▸ THE PROBLEM
Search the records for lines with the word "name" and copy each match.

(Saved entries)
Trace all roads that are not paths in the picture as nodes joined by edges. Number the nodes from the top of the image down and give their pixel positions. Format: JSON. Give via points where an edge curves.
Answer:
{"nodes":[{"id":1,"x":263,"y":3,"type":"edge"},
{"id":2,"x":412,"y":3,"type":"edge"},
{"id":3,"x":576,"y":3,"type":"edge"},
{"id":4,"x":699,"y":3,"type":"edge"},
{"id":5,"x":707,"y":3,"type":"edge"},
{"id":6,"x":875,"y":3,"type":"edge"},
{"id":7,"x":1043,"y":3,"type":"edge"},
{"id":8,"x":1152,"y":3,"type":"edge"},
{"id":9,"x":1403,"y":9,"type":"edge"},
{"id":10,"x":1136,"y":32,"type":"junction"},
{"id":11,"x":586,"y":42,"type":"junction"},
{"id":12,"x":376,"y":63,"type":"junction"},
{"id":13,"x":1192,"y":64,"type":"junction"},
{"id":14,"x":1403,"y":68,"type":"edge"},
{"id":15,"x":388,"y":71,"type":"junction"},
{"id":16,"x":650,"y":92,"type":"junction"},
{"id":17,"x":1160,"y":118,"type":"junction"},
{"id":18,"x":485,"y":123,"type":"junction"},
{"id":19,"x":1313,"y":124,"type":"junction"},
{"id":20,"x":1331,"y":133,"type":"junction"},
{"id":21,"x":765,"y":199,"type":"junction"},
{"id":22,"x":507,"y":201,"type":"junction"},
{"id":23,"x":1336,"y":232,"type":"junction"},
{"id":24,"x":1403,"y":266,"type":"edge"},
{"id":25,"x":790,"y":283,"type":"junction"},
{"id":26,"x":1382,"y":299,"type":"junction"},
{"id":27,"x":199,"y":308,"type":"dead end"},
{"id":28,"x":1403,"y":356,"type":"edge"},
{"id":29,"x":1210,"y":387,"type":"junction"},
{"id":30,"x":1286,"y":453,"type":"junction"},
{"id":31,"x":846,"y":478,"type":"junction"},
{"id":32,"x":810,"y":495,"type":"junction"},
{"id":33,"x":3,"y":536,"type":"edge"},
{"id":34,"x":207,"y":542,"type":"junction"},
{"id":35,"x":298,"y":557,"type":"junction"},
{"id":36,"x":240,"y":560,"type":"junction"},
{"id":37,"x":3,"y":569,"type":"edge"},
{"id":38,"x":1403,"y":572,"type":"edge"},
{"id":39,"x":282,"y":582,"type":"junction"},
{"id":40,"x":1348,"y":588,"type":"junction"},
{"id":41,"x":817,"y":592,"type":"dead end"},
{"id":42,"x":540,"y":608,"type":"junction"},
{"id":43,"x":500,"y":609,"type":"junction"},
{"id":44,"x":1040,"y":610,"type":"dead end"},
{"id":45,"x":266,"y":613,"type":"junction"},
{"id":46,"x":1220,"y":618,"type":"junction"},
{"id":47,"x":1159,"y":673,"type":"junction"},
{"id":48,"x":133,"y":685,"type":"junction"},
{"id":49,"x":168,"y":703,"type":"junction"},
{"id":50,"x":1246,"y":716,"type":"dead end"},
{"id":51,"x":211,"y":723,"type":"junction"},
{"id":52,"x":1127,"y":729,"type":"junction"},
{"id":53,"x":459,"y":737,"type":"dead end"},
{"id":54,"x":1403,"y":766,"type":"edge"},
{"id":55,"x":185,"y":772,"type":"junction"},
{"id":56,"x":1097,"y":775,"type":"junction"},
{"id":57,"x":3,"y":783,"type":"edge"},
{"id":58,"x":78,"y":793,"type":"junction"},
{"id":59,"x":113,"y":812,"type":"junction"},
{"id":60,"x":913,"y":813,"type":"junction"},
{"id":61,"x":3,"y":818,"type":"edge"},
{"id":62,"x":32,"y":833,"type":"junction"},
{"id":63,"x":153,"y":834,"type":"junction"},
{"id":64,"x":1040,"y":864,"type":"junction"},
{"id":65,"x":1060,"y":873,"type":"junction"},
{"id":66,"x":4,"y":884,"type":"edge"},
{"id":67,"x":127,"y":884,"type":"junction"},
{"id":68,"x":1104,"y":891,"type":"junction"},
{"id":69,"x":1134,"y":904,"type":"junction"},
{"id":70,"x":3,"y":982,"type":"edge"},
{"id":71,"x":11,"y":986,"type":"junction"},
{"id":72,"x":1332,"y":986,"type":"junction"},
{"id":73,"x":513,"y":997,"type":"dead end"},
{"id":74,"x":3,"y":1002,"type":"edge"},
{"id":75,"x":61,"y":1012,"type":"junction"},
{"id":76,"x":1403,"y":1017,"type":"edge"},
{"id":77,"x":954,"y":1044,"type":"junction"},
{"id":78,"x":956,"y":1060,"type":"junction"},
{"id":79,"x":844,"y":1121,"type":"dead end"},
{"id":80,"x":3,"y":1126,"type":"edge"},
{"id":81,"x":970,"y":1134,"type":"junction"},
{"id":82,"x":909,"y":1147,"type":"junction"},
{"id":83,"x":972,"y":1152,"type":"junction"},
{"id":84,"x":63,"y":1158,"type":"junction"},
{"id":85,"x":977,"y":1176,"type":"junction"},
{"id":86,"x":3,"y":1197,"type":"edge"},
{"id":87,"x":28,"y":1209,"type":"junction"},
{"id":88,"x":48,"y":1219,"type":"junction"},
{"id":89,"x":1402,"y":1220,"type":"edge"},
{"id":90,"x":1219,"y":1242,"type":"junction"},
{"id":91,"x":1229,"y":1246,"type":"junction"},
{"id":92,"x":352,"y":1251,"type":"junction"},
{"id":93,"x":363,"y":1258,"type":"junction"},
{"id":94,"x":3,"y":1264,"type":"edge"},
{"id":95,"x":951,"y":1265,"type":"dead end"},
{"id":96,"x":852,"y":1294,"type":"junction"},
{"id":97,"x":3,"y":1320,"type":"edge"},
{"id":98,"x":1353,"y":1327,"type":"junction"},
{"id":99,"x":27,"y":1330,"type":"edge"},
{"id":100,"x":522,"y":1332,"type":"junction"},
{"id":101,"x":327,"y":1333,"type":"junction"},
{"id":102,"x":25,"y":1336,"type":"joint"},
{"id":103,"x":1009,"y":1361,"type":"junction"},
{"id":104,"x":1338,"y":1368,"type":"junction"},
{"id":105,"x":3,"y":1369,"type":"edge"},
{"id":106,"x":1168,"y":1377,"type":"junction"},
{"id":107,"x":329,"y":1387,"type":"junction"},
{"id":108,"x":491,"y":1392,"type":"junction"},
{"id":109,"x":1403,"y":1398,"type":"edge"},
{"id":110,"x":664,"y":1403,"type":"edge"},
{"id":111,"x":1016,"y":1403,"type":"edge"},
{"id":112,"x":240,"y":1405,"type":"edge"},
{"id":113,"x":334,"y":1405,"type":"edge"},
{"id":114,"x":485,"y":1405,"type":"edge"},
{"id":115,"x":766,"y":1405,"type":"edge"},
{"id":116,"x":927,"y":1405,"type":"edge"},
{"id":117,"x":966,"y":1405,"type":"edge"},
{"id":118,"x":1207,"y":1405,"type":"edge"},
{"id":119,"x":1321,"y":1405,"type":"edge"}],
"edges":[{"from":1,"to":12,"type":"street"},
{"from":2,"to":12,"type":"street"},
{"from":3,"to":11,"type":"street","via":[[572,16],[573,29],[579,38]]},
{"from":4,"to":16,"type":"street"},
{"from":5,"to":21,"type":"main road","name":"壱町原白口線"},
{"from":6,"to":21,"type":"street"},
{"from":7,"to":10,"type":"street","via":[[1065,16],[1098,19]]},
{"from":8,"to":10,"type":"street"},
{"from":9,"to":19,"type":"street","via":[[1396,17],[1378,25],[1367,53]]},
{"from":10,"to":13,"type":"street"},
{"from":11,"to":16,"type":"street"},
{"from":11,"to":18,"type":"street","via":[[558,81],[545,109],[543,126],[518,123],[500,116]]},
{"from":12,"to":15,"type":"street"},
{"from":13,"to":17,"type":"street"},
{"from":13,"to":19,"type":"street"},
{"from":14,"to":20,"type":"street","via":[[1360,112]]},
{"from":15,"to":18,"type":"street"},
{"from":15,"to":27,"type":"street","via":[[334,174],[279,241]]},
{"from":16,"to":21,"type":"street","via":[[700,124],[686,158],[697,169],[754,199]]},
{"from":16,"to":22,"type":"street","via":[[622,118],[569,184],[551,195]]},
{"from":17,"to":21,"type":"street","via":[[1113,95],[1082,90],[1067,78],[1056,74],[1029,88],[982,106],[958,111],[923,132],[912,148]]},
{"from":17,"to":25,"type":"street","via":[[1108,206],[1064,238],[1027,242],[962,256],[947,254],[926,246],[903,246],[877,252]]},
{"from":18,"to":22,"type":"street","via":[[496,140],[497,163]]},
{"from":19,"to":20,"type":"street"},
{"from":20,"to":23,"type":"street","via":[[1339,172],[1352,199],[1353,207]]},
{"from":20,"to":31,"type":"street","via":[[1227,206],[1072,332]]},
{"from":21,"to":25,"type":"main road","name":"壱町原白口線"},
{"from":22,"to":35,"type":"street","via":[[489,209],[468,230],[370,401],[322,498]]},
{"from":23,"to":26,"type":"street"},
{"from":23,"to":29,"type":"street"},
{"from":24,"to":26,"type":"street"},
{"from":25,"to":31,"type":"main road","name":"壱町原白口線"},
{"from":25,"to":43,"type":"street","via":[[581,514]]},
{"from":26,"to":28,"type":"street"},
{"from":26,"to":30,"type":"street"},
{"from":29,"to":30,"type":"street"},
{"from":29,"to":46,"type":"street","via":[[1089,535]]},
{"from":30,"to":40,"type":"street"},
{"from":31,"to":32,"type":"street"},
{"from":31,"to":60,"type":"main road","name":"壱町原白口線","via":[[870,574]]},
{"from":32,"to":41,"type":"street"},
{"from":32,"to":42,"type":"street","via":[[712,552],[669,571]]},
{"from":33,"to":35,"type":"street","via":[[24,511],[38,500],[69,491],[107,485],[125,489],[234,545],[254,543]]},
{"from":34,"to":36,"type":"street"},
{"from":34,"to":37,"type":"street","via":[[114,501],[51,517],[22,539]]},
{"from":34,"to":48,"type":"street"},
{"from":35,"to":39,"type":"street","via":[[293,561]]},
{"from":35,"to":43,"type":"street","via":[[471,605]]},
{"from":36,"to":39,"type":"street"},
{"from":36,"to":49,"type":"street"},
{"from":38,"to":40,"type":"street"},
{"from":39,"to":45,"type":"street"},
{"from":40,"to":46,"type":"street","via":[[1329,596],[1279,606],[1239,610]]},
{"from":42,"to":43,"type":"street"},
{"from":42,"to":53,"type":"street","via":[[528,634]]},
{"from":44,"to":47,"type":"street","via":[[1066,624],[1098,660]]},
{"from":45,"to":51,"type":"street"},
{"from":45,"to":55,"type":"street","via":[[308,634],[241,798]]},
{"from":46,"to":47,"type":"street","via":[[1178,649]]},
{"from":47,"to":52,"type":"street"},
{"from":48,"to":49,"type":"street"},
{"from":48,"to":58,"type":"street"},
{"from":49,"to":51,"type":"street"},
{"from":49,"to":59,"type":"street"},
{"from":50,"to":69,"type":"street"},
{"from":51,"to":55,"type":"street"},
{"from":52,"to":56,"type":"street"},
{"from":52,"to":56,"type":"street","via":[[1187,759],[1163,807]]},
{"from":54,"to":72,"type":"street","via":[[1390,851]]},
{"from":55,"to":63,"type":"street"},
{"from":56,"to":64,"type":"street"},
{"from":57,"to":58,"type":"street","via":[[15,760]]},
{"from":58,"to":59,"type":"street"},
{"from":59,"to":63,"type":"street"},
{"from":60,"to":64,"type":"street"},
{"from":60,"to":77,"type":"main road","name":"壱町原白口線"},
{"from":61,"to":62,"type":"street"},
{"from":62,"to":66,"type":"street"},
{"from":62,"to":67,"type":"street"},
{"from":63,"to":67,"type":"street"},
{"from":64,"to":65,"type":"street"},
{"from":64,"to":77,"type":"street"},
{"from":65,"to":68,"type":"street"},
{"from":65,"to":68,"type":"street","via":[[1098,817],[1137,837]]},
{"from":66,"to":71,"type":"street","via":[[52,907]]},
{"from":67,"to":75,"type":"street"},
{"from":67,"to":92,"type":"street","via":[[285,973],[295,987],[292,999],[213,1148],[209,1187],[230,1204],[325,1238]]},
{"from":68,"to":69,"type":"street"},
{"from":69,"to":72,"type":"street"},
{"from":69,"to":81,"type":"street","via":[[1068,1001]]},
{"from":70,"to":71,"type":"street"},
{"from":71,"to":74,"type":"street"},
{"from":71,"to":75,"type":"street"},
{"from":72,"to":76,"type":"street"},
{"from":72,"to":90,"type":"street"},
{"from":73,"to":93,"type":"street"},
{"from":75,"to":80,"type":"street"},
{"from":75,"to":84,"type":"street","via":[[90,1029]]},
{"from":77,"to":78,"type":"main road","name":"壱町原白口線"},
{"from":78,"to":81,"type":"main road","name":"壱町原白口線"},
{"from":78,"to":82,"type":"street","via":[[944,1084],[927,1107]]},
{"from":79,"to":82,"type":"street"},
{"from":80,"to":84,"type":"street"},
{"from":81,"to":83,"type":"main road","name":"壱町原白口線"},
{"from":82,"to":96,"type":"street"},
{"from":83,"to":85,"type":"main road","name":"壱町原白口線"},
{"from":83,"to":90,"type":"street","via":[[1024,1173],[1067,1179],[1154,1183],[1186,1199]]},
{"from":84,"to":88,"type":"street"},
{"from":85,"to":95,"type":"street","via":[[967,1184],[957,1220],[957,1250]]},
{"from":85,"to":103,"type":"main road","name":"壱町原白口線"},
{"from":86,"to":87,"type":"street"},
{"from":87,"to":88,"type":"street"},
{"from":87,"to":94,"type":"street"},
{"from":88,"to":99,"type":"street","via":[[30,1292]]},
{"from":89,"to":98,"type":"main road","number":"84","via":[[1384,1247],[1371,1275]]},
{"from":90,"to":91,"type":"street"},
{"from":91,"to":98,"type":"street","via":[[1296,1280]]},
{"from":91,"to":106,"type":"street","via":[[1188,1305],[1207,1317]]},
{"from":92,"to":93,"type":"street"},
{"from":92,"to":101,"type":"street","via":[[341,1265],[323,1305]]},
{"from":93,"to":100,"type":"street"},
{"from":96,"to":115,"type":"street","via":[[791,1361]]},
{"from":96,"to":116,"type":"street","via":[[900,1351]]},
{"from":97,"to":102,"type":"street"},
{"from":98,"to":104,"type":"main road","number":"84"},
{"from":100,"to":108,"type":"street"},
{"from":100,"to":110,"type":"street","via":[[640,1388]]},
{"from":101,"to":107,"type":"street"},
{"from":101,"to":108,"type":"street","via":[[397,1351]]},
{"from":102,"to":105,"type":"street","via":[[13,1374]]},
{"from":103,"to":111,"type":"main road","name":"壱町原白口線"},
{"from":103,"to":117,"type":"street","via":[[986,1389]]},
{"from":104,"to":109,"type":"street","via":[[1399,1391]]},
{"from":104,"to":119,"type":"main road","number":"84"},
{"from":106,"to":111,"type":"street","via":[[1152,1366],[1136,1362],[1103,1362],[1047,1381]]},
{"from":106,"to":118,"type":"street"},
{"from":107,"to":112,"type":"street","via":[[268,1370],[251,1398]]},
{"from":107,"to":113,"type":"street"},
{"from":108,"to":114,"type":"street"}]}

▸ ANSWER FOR THIS EXERCISE
{"from":5,"to":21,"type":"main road","name":"壱町原白口線"},
{"from":21,"to":25,"type":"main road","name":"壱町原白口線"},
{"from":25,"to":31,"type":"main road","name":"壱町原白口線"},
{"from":31,"to":60,"type":"main road","name":"壱町原白口線","via":[[870,574]]},
{"from":60,"to":77,"type":"main road","name":"壱町原白口線"},
{"from":77,"to":78,"type":"main road","name":"壱町原白口線"},
{"from":78,"to":81,"type":"main road","name":"壱町原白口線"},
{"from":81,"to":83,"type":"main road","name":"壱町原白口線"},
{"from":83,"to":85,"type":"main road","name":"壱町原白口線"},
{"from":85,"to":103,"type":"main road","name":"壱町原白口線"},
{"from":103,"to":111,"type":"main road","name":"壱町原白口線"},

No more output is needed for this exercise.